There are many pieces to sustainability, and your organization must continually analyze and refine its strategy to keep integrated care working for your community. With the right planning and implementation, your organization can ensure that integrated care becomes the new standard.

To help you prioritize and begin the process of developing a sustainability plan, check out CIHS’ sustainability checklist.  


Quick Tips: Keeping Integrated Care on the Table

Jenny Crawford, Deputy Director of CIHS, developed quick tips for you to consider when creating a sustainability plan for your integrated health program.

  1. Create an integration leadership team with senior leaders and program directors from all your organization’s service areas. The leadership team will meet for regularly scheduled meetings and maintain responsibility for developing the organizational expectations, workflows, job descriptions, performance review language, and quality improvement benchmarks on integrated care.
     
  2. Provide regular updates to all governing boards about why integrated care is important and how your data demonstrates improved care. Involve a person who receives your integrated services to share the importance of integrated care on their overall wellbeing.
     
  3. Reach out to community stakeholders, elected officials, hospitals, and foundations to let them know how you are improving care and how your efforts might affect issues important to them. Remember that your audiences may remember some data, but they’ll always remember a powerful story.
     
  4. Make sure you know your costs for delivering integrated care and consider expanding access to other community members who do not have serious mental illnesses if you need additional volume to cover your costs.
     
  5. Build all employees’ whole health literacy.

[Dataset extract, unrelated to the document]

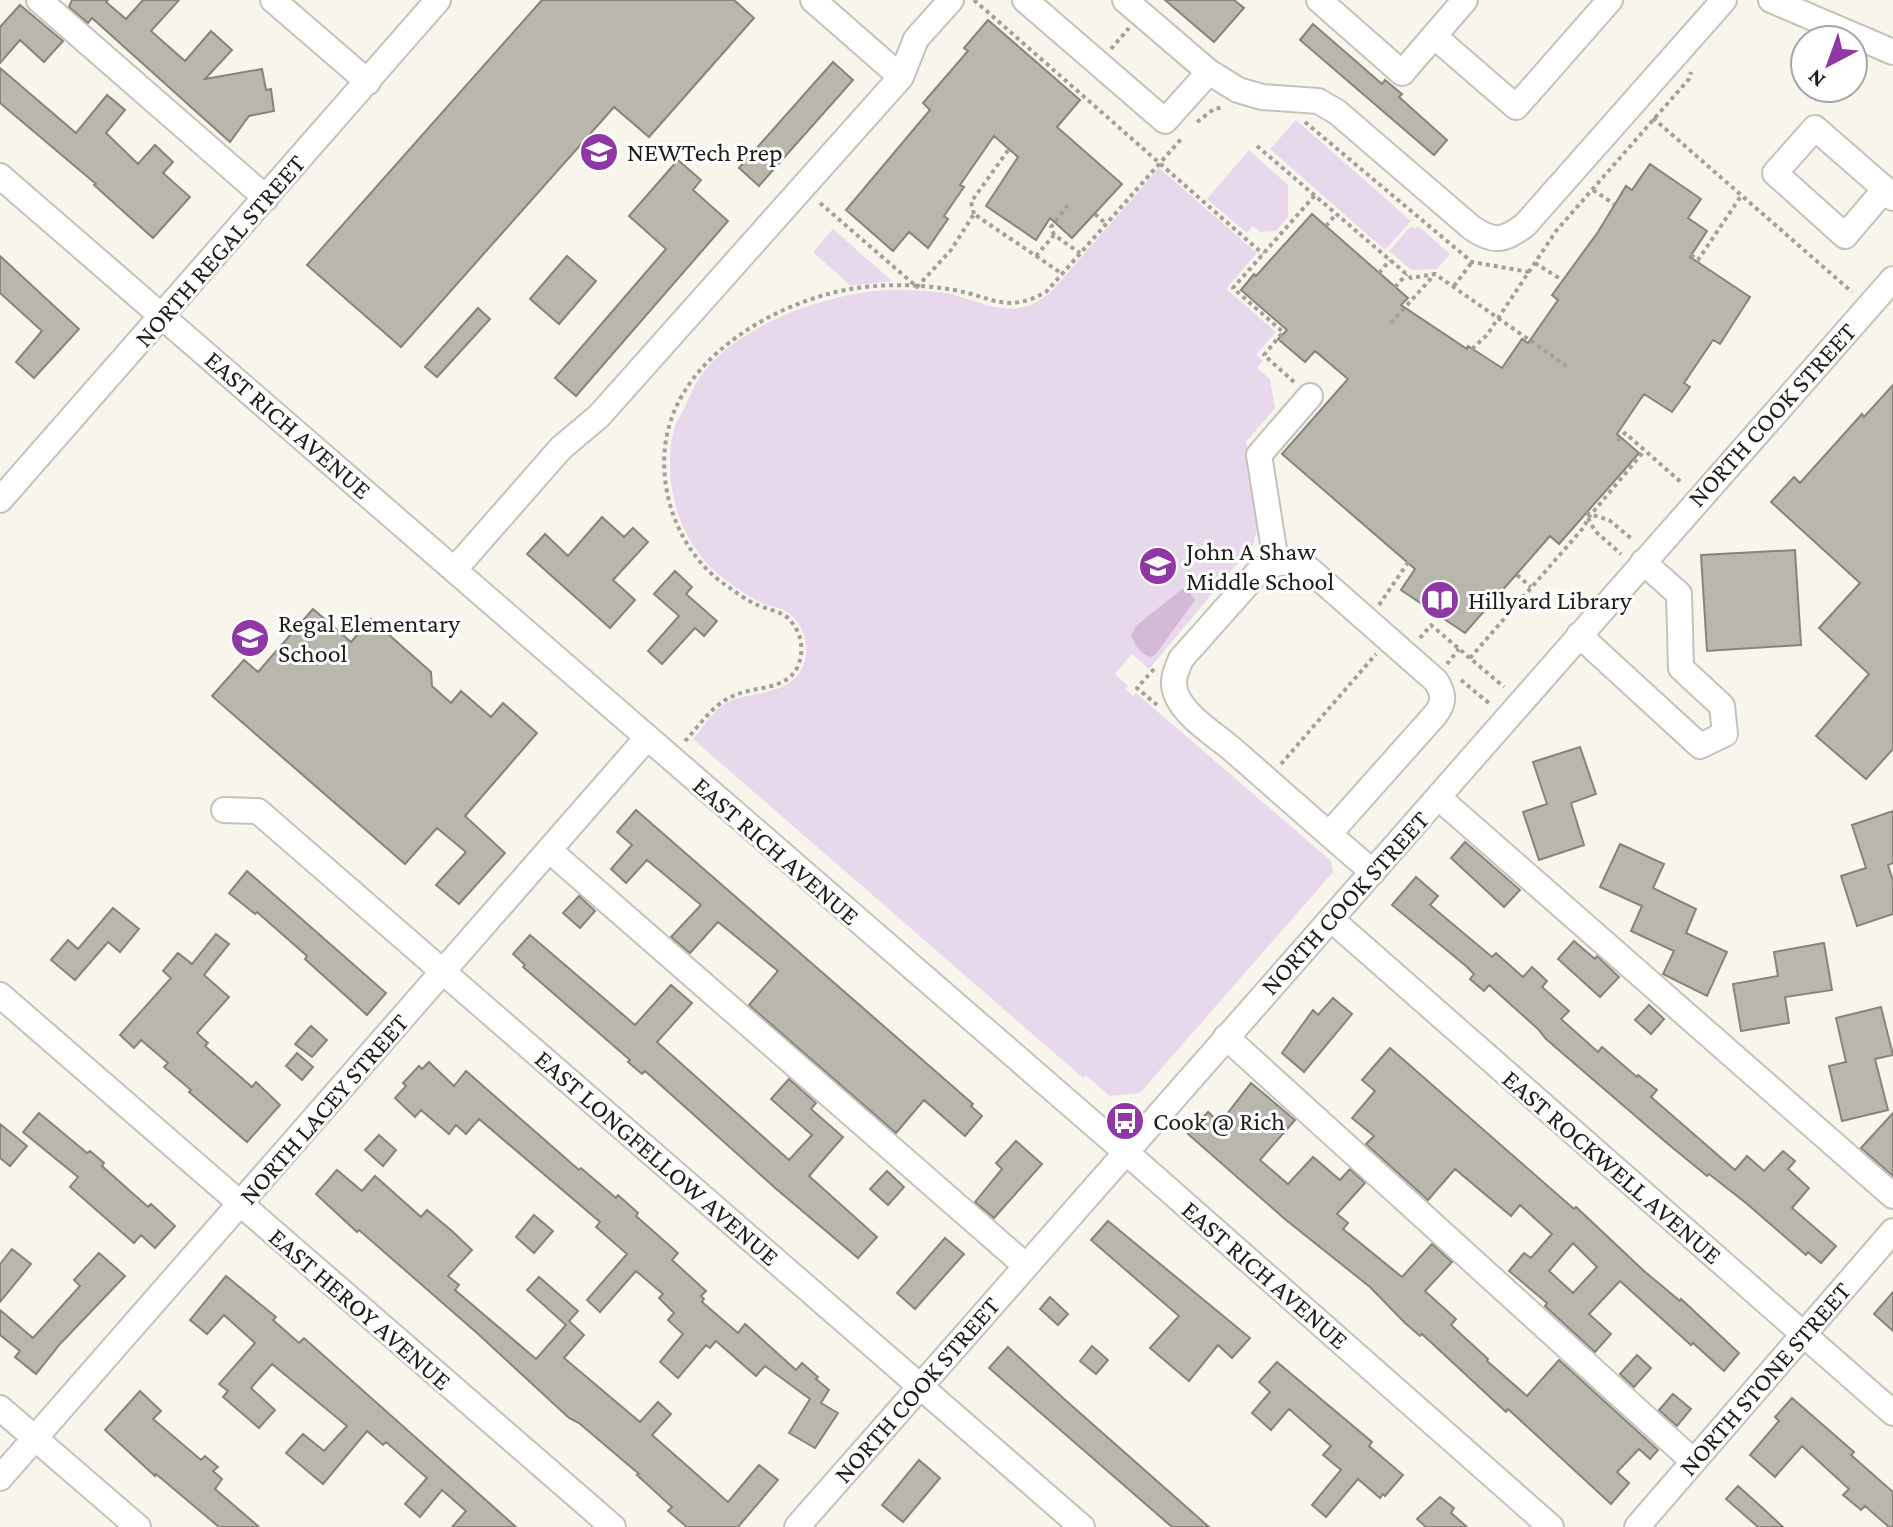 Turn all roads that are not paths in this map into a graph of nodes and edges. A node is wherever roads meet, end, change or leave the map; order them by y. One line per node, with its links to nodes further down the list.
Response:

Provide in-service training for all behavioral health staff so that they are comfortable discussing BMI, cholesterol, and blood pressure numbers. Provide training to primary care providers to help them understand the behavioral health goals of the people they serve and the role of behavioral health staff in reaching those goals.
  6. Ask the integrated care clinic staff to present to the entire agency on both their work with adults with serious mental illness and health topics germane to agency staff. This helps set the tone of “integrated care is now our business as usual.” 

For more information, visit www.integration.samhsa.gov or contact CIHS at Integration@TheNationalCouncil.org


CIHS Webinars

Federal Healthcare Integration Innovations: A Round Robin
(Co-sponsored with the AHRQ Academy for Integrating Behavioral Health and Primary Care)
July TBD

Federal investment in healthcare redesign efforts is demonstrating the importance of education on behavioral health, screening for mental illnesses and addictions, and access to behavioral health treatment in communities across the country. Innovative programs across several federal agencies support the integration of primary and behavioral health services. During this webinar, each agency will share core features of their model or program, outcomes, and resources — valuable information that any provider can use to inform their integration efforts.

Visit the CIHS website regular to see upcoming webinars. Missed a past webinar? No problem. You can view and listen them at any time.


Hot Topics

White House Hosts National Conference on Mental Health
On June 3, President Obama and Vice President Biden hosted a National Conference on Mental Health at the White House as part of the administration’s effort to launch a national conversation to increase understanding and awareness about mental health.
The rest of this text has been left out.